Nogueira, a quien incluso la Policía Nacional ha bautizado como 'Don Juan de Marín' o 'Don Juan estafador', fue localizado en la zona de Pacífico de Madrid, donde se ocultaba bajo un nombre falso.
Según ha informado la Policía Nacional, los investigadores del Grupo de Fugitivos Nacionales iniciaron las gestiones para localizar a Rodrigo Nogueira en Madrid el pasado mes de julio, y tras recibir diversas informaciones. Finalmente, pudieron contastar tal extremo y, en la tarde del martes, era localizado y detenido.
Este 'donjuán' moderno estaba fugado de la justicia y buscado por tener en vigor tres reclamaciones de juzgados de Bilbao, Burgos y Torrelaguna que le han juzgado y condenado por sus estafas. Los investigadores desconocen el número total de víctimas, ya que muchas de ellas prefieren no interponer denuncia, si bien estiman que pueden llegar al centenar y tres han logrado la condena.

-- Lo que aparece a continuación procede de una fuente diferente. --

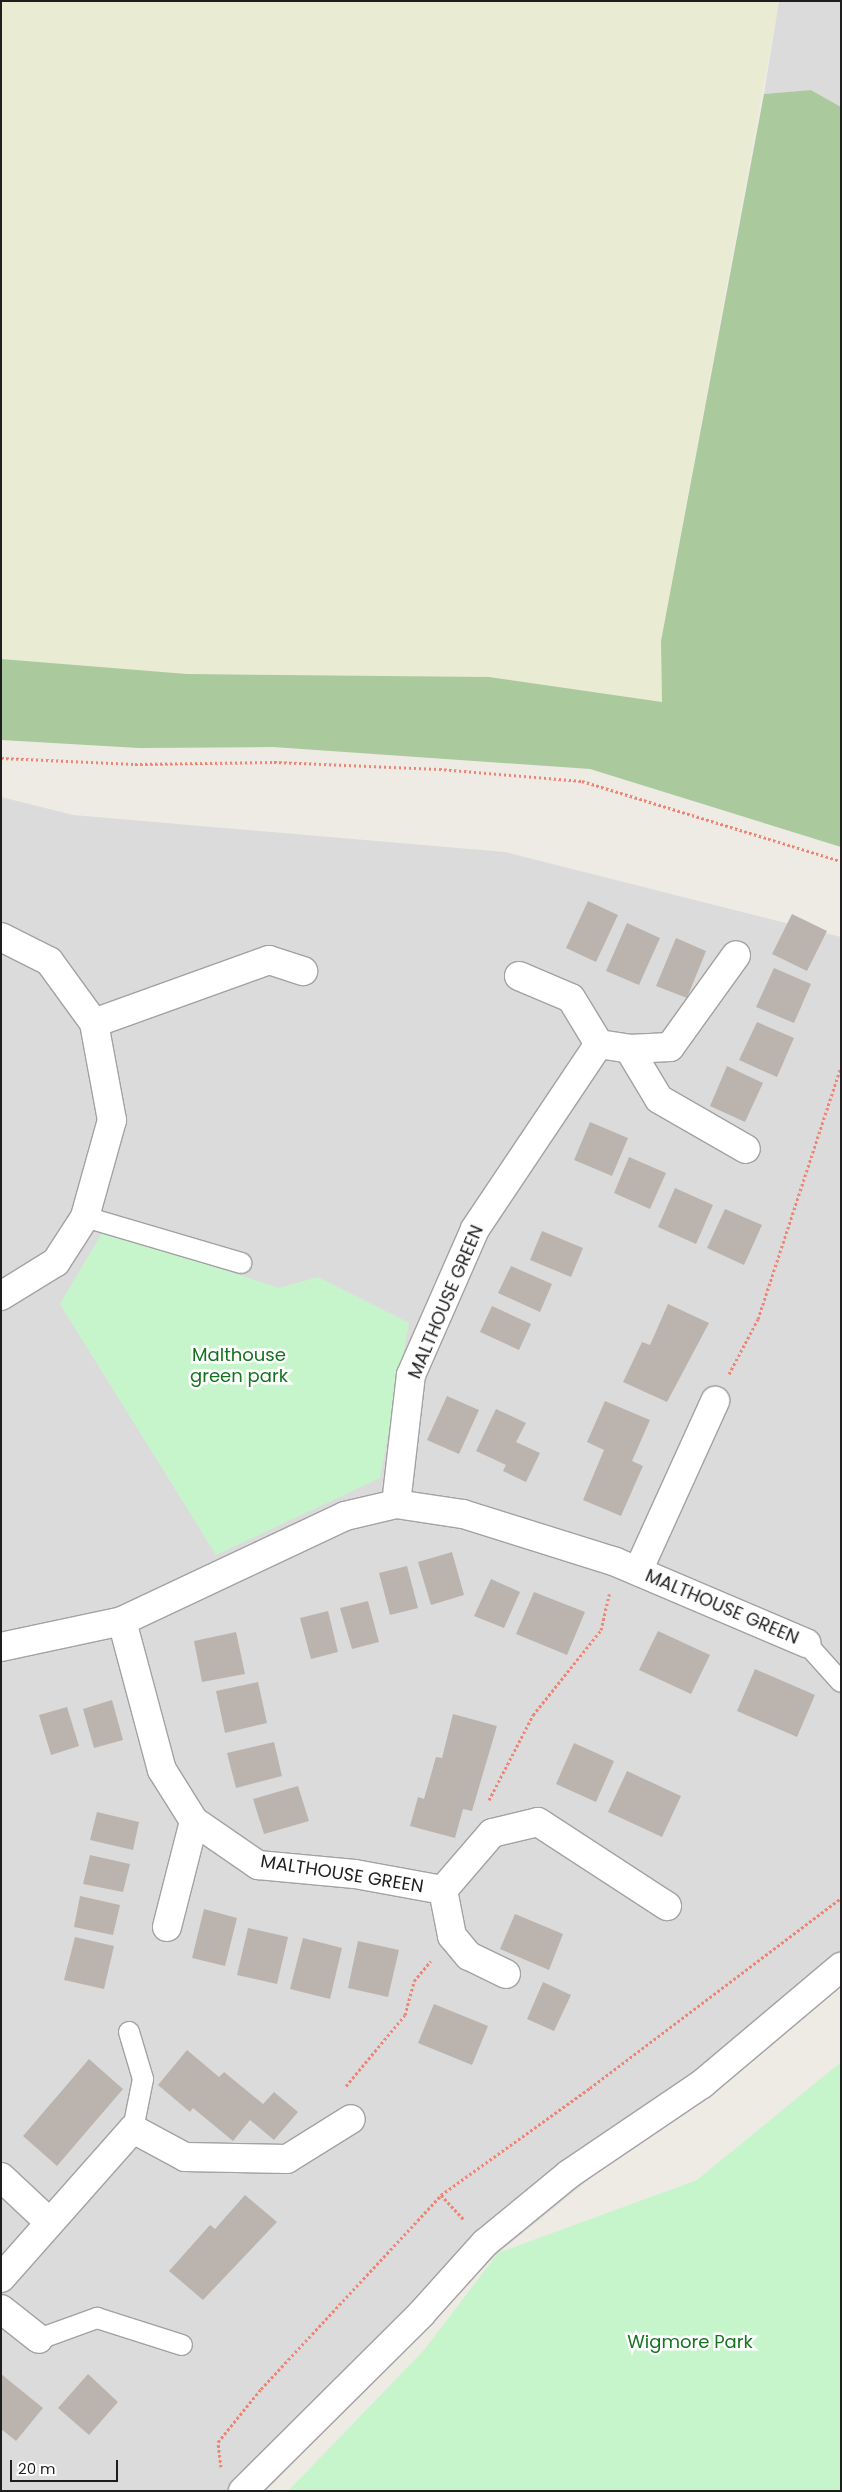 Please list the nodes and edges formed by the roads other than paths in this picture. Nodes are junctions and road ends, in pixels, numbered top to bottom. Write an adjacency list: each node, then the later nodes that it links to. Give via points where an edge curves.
1 (1, 937): 5 (street, via 49,961)
2 (736, 955): 7 (street, via 670,1047)
3 (303, 971): 5 (street, via 269,960)
4 (519, 976): 6 (street, via 572,998)
5 (94, 1023): 9 (street, via 112,1120)
6 (599, 1044): 7 (street); 13 (street, MALTHOUSE GREEN, via 475,1229 411,1375)
7 (629, 1049): 8 (street, via 659,1099)
8 (746, 1149)
9 (85, 1217): 10 (lane); 11 (street, via 56,1262)
10 (241, 1263)
11 (1, 1296)
12 (715, 1401): 14 (street, MALTHOUSE GREEN)
13 (396, 1504): 14 (street, MALTHOUSE GREEN, via 463,1514); 15 (street, MALTHOUSE GREEN, via 345,1516)
14 (627, 1566): 16 (street, MALTHOUSE GREEN)
15 (122, 1621): 17 (street, MALTHOUSE GREEN); 19 (street, MALTHOUSE GREEN, via 162,1770)
16 (806, 1643): 18 (lane)
17 (1, 1647)
18 (841, 1682)
19 (194, 1821): 20 (street, MALTHOUSE GREEN, via 258,1864 356,1874); 22 (street)
20 (442, 1890): 21 (street, MALTHOUSE GREEN, via 492,1833 538,1822); 24 (street, MALTHOUSE GREEN, via 452,1936 469,1956)
21 (667, 1906)
22 (167, 1928)
23 (841, 1967): 34 (street, via 702,2084 569,2174 485,2243 421,2314)
24 (506, 1974)
25 (129, 2032): 27 (lane, via 143,2079)
26 (351, 2119): 27 (street, via 286,2159 185,2156)
27 (133, 2129): 29 (street)
28 (1, 2177): 29 (street)
29 (48, 2222): 30 (street)
30 (1, 2278)
31 (1, 2309): 32 (street)
32 (39, 2339): 33 (lane, via 97,2318)
33 (182, 2345)
34 (233, 2484)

En Pontevedra, el hombre fue condenado por el Juzgado de lo Penal número 1 en una sentencia luego confirmada por la Audiencia Provincial de Pontevedra por hacer un 'sinpa' de 5.062 euros en un hotel de Meaño. La pena implica un año y tres meses de prisión por un delito de estafa, condena que, por sí sola, no implica el ingreso en prisión, pero sí vinculada a las otras impuestas por otros juzgados.

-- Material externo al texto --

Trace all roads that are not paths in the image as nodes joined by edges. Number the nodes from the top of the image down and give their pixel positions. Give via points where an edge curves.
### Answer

El hombre, de 42 años de edad, era especialista en engañar a mujeres a través de Internet y estafarlas cuando quedaba con ellas personalmente. Para ello, se creaba perfiles falsos en distintas redes sociales y webs de citas, donde simulaba ser distintas personas con diferentes nombres y profesiones con las que llamaba la atención de las mujeres.
Un vez que conseguía su confianza, adoptaba la personalidad más adecuada y se desplazaba por todo el territorio nacional para quedar con ellas personalmente e iniciar una relación sentimental. En ese momento aprovechaba para pedirlas dinero u objetos de valor que nunca reintegraba, desapareciendo finalmente.